AIM OF THE EXERCISE:
Using the records underneath, tally the lines where the word "Bagley" appears and please give only the count.

Segment Start: MATERIAL PROVIDED

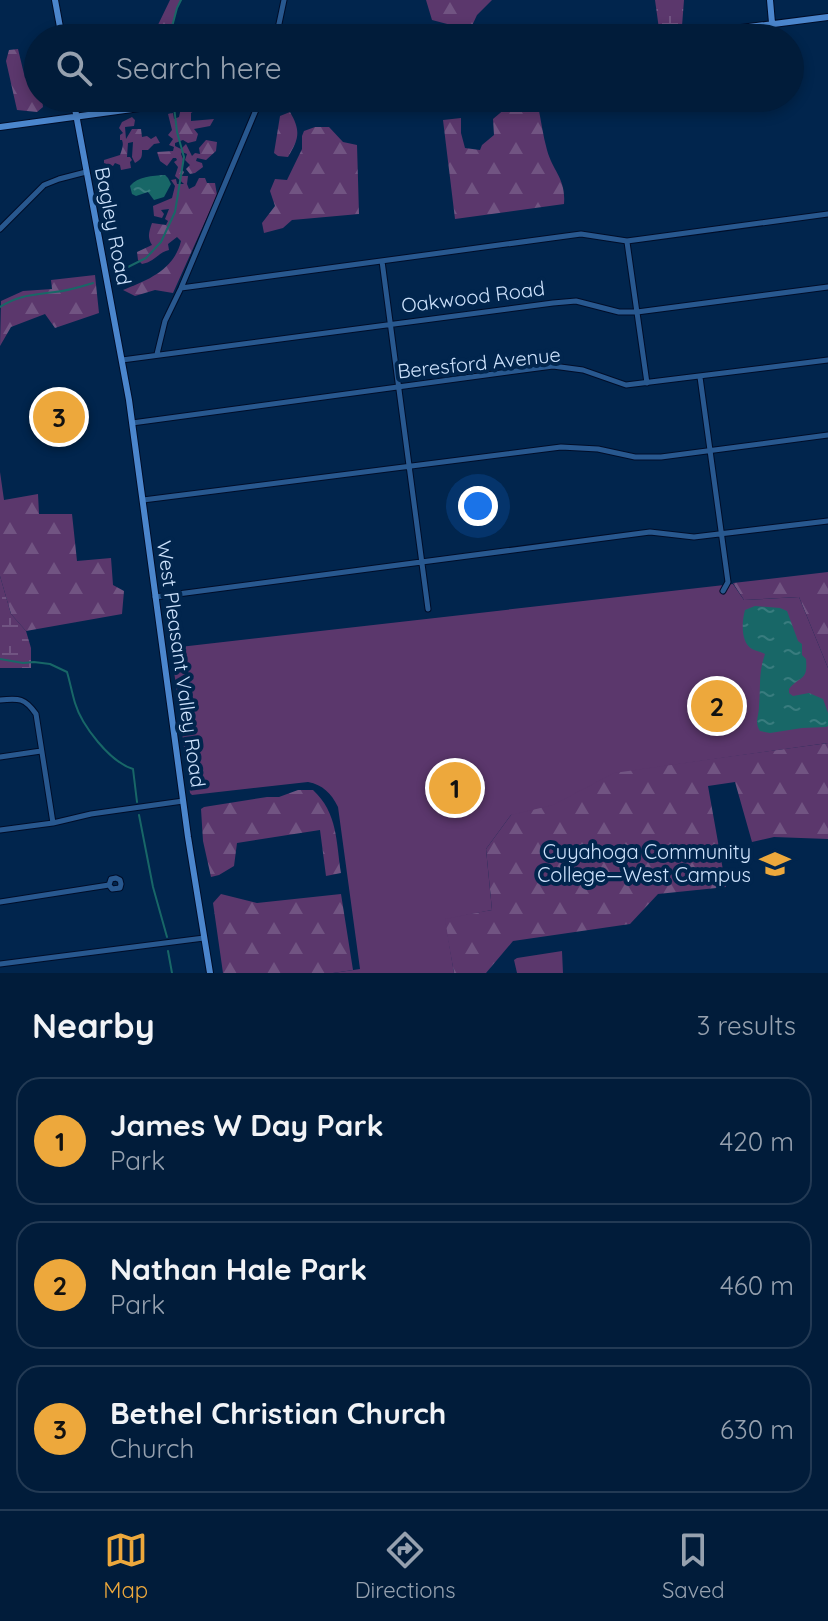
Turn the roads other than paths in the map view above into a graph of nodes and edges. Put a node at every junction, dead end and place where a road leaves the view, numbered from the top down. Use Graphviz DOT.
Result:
graph roads {
  1 [pos="55,0"];
  2 [pos="284,0"];
  3 [pos="770,0"];
  4 [pos="828,17"];
  5 [pos="772,23"];
  6 [pos="59,24"];
  7 [pos="279,24"];
  8 [pos="765,24"];
  9 [pos="76,112"];
  10 [pos="112,112"];
  11 [pos="255,112"];
  12 [pos="77,117"];
  13 [pos="0,127"];
  14 [pos="86,172"];
  15 [pos="828,214"];
  16 [pos="0,229"];
  17 [pos="627,241"];
  18 [pos="382,261"];
  19 [pos="828,287"];
  20 [pos="181,288"];
  21 [pos="637,312"];
  22 [pos="389,324"];
  23 [pos="157,354"];
  24 [pos="122,360"];
  25 [pos="828,360"];
  26 [pos="700,377"];
  27 [pos="647,383"];
  28 [pos="398,388"];
  29 [pos="132,423"];
  30 [pos="828,435"];
  31 [pos="709,450"];
  32 [pos="409,467"];
  33 [pos="143,500"];
  34 [pos="828,521"];
  35 [pos="722,534"];
  36 [pos="423,563"];
  37 [pos="723,591"];
  38 [pos="155,597"];
  39 [pos="428,609"];
  40 [pos="0,700"];
  41 [pos="41,751"];
  42 [pos="0,757"];
  43 [pos="183,801"];
  44 [pos="53,823"];
  45 [pos="0,830"];
  46 [pos="109,885"];
  47 [pos="0,902"];
  48 [pos="204,938"];
  49 [pos="0,964"];
  50 [pos="210,973"];
  1 -- 6 [label="main road"];
  2 -- 7 [label="street"];
  3 -- 5 [label="main road"];
  4 -- 5 [label="main road"];
  5 -- 8 [label="main road"];
  9 -- 12 [label="main road, Bagley Road"];
  10 -- 12 [label="main road"];
  11 -- 20 [label="street"];
  12 -- 13 [label="main road"];
  12 -- 14 [label="main road, Bagley Road"];
  14 -- 16 [label="street"];
  14 -- 24 [label="main road, Bagley Road"];
  15 -- 17 [label="street"];
  17 -- 18 [label="street"];
  17 -- 21 [label="street"];
  18 -- 20 [label="street"];
  18 -- 22 [label="street"];
  19 -- 21 [label="street, Oakwood Road"];
  20 -- 23 [label="street"];
  21 -- 22 [label="street, Oakwood Road"];
  21 -- 27 [label="street"];
  22 -- 23 [label="street, Oakwood Road"];
  22 -- 28 [label="street"];
  23 -- 24 [label="street, Oakwood Road"];
  24 -- 29 [label="main road, West Pleasant Valley Road"];
  25 -- 26 [label="street, Beresford Avenue"];
  26 -- 27 [label="street, Beresford Avenue"];
  26 -- 31 [label="street"];
  27 -- 28 [label="street, Beresford Avenue"];
  28 -- 29 [label="street, Beresford Avenue"];
  28 -- 32 [label="street"];
  29 -- 33 [label="main road, West Pleasant Valley Road"];
  30 -- 31 [label="street"];
  31 -- 32 [label="street"];
  31 -- 35 [label="street"];
  32 -- 33 [label="street"];
  32 -- 36 [label="street"];
  33 -- 38 [label="main road, West Pleasant Valley Road"];
  34 -- 35 [label="street"];
  35 -- 36 [label="street"];
  35 -- 37 [label="street"];
  36 -- 38 [label="street"];
  36 -- 39 [label="street"];
  38 -- 43 [label="main road, West Pleasant Valley Road"];
  40 -- 41 [label="street"];
  41 -- 42 [label="street"];
  41 -- 44 [label="street"];
  43 -- 44 [label="street"];
  43 -- 48 [label="main road, West Pleasant Valley Road"];
  44 -- 45 [label="street"];
  46 -- 47 [label="street"];
  48 -- 49 [label="street"];
  48 -- 50 [label="main road, West Pleasant Valley Road"];
}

Segment End: MATERIAL PROVIDED

EXERCISE OUTPUT:
3